Note: "permalinks" may not be as permanent as we would like,
direct links of old sources may well be a few messages off.
I'm really getting desparate on this, as we are currently not in a high
availability state with our server, so I thought I'd include some more
info. Attached is my drbd.conf. Also, I am running RHEL5
2.6.18-8.1.14.el5 on both systems.
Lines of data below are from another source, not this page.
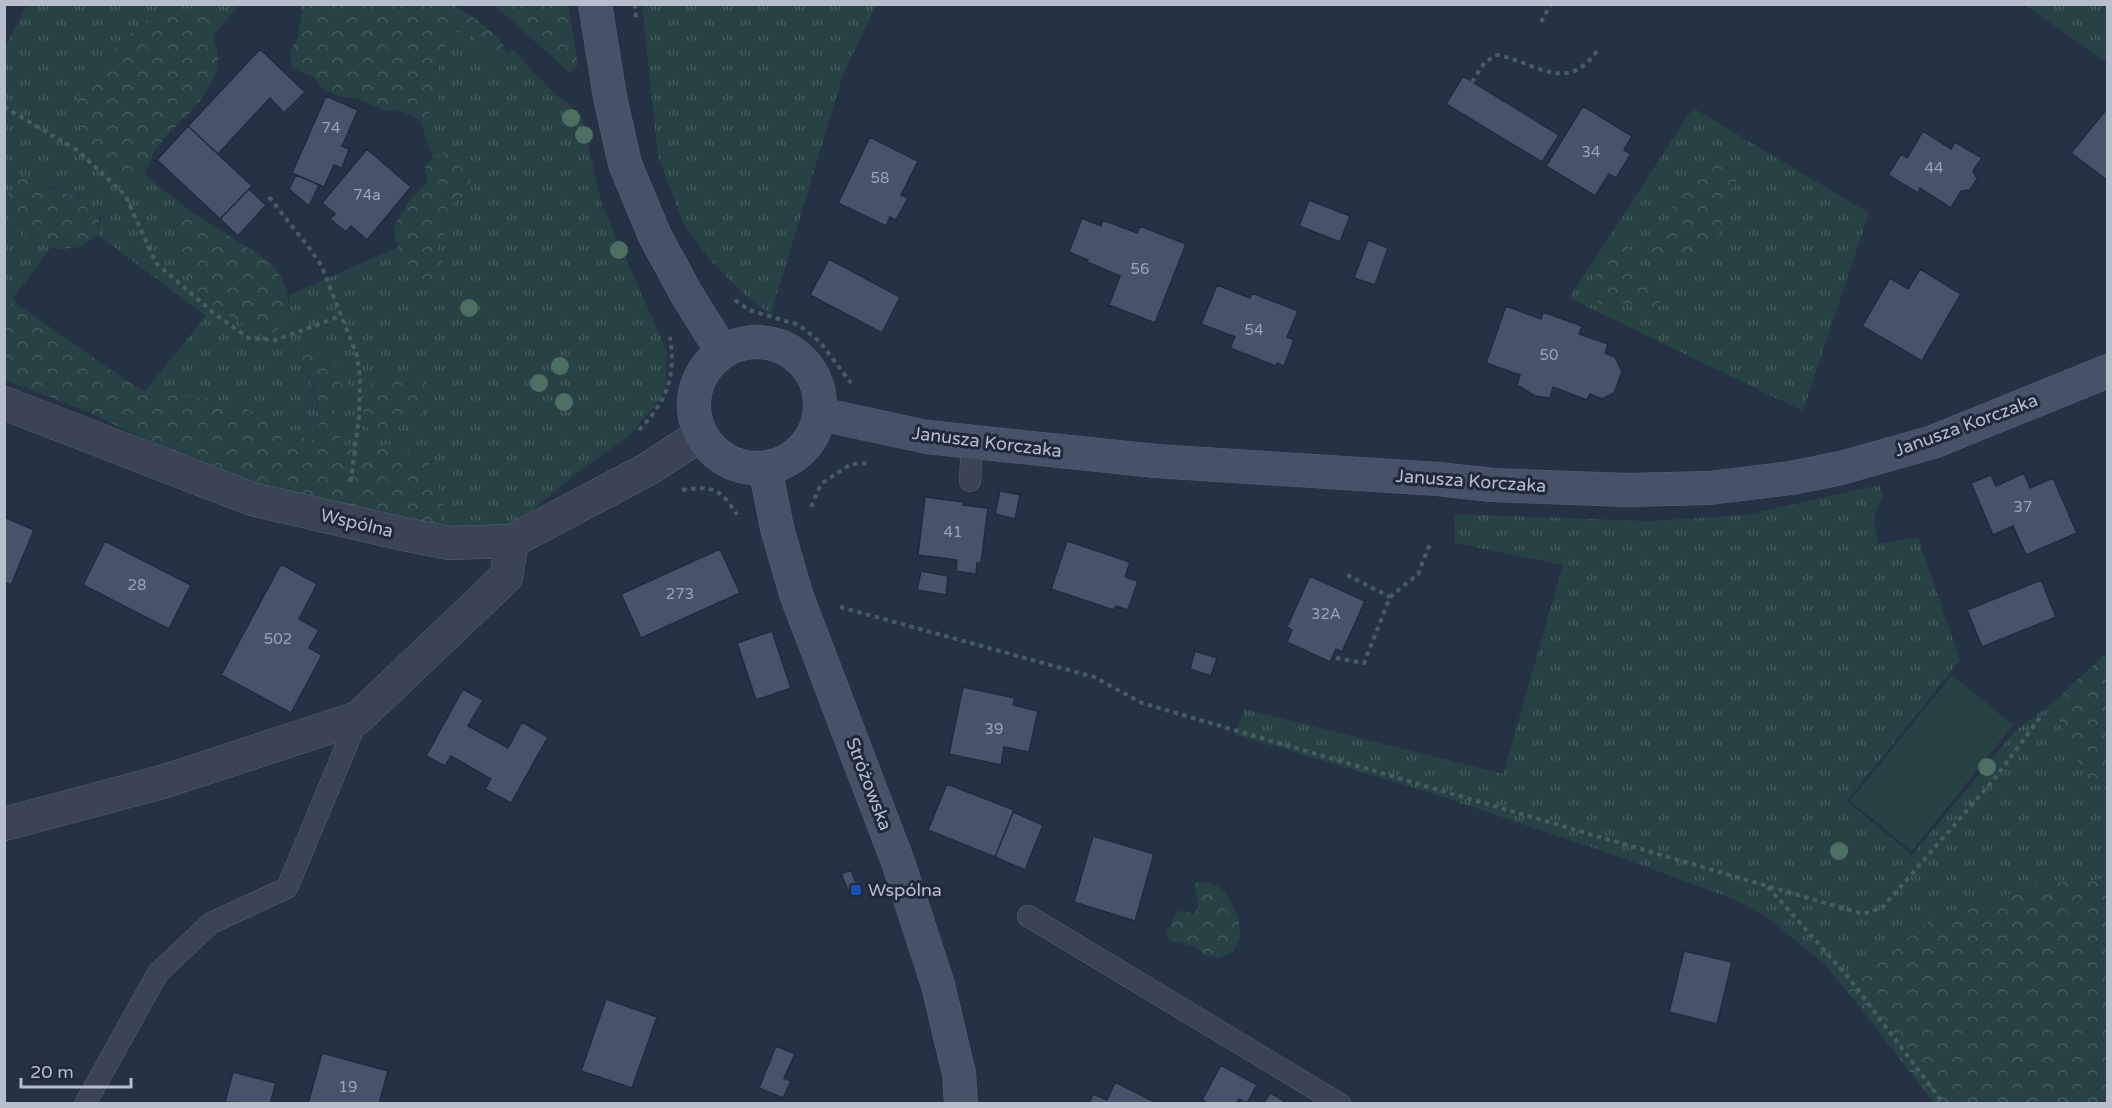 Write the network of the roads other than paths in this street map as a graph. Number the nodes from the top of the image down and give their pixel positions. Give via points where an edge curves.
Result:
1 (595, 4) edge
2 (722, 351) junction
3 (2108, 371) edge
4 (4, 403) edge
5 (820, 414) junction
6 (700, 435) junction
7 (972, 443) junction
8 (765, 468) junction
9 (970, 481) dead end
10 (512, 541) junction
11 (358, 718) junction
12 (4, 824) edge
13 (1028, 916) dead end
14 (85, 1104) edge
15 (961, 1104) edge
16 (1340, 1104) edge

1 - 2 street via 625,164 655,236
2 - 5 street via 749,341 777,344 802,360 817,384
2 - 6 street via 701,374 695,394 693,404
3 - 7 street, Janusza Korczaka via 1933,442 1841,468 1709,488 1627,490 1492,485 1156,461
4 - 10 street, Wspólna via 252,499 450,543
5 - 7 street, Janusza Korczaka
5 - 8 street via 814,433 802,450 785,462
6 - 8 street via 727,462
6 - 10 street, Wspólna via 648,470
7 - 9 lane
8 - 15 street, Stróżowska via 796,594 898,861 939,985 959,1074
10 - 11 street via 506,577
11 - 12 street via 162,782
11 - 14 lane via 287,888 211,923 158,972
13 - 16 lane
Below is a capture from my system
messages log from the original failure:
Feb 7 05:41:50 arc-swilliamslx kernel: attempt to access beyond end of
device
Feb 7 05:41:50 arc-swilliamslx kernel: drbd0: rw=0, want=234300760,
limit=234300736
Feb 7 05:41:50 arc-swilliamslx kernel: attempt to access beyond end of
device
Feb 7 05:41:50 arc-swilliamslx kernel: drbd0: rw=0, want=234300800,
limit=234300736
Feb 7 05:41:50 arc-swilliamslx kernel: attempt to access beyond end of
device
Feb 7 05:41:50 arc-swilliamslx kernel: drbd0: rw=0, want=234300864,
limit=234300736
Feb 7 05:41:50 arc-swilliamslx kernel: attempt to access beyond end of
device
Feb 7 05:41:50 arc-swilliamslx kernel: drbd0: rw=0, want=234300928,
limit=234300736
Feb 7 05:41:50 arc-swilliamslx kernel: attempt to access beyond end of
device
Feb 7 05:41:50 arc-swilliamslx kernel: drbd0: rw=0, want=234300992,
limit=234300736
Feb 7 05:41:50 arc-swilliamslx kernel: attempt to access beyond end of
device
Feb 7 05:41:50 arc-swilliamslx kernel: drbd0: rw=0, want=234301016,
limit=234300736
Feb 7 05:41:50 arc-swilliamslx kernel: attempt to access beyond end of
device
Feb 7 05:41:50 arc-swilliamslx kernel: drbd0: rw=0, want=234300744,
limit=234300736
Feb 7 05:41:57 arc-swilliamslx kernel: attempt to access beyond end of
device
Feb 7 05:41:57 arc-swilliamslx kernel: drbd0: rw=0, want=234303728,
limit=234300736
Feb 7 05:41:57 arc-swilliamslx kernel: EXT3-fs error (device drbd0):
ext3_free_branches: Read failure, inode=14209948, block=
29287965
Feb 7 05:41:57 arc-swilliamslx kernel: Aborting journal on device
drbd0.
Feb 7 05:41:57 arc-swilliamslx kernel: EXT3-fs error (device drbd0) in
ext3_reserve_inode_write: Journal has aborted
Feb 7 05:41:57 arc-swilliamslx kernel: EXT3-fs error (device drbd0) in
ext3_truncate: Journal has aborted
Feb 7 05:41:57 arc-swilliamslx kernel: EXT3-fs error (device drbd0) in
ext3_reserve_inode_write: Journal has aborted
Feb 7 05:41:57 arc-swilliamslx kernel: EXT3-fs error (device drbd0) in
ext3_orphan_del: Journal has aborted
Feb 7 05:41:57 arc-swilliamslx kernel: EXT3-fs error (device drbd0) in
ext3_reserve_inode_write: Journal has aborted
Feb 7 05:41:57 arc-swilliamslx kernel: EXT3-fs error (device drbd0) in
ext3_delete_inode: Journal has aborted
Feb 7 05:41:57 arc-swilliamslx kernel: __journal_remove_journal_head:
freeing b_committed_data
Feb 7 05:41:57 arc-swilliamslx kernel: ext3_abort called.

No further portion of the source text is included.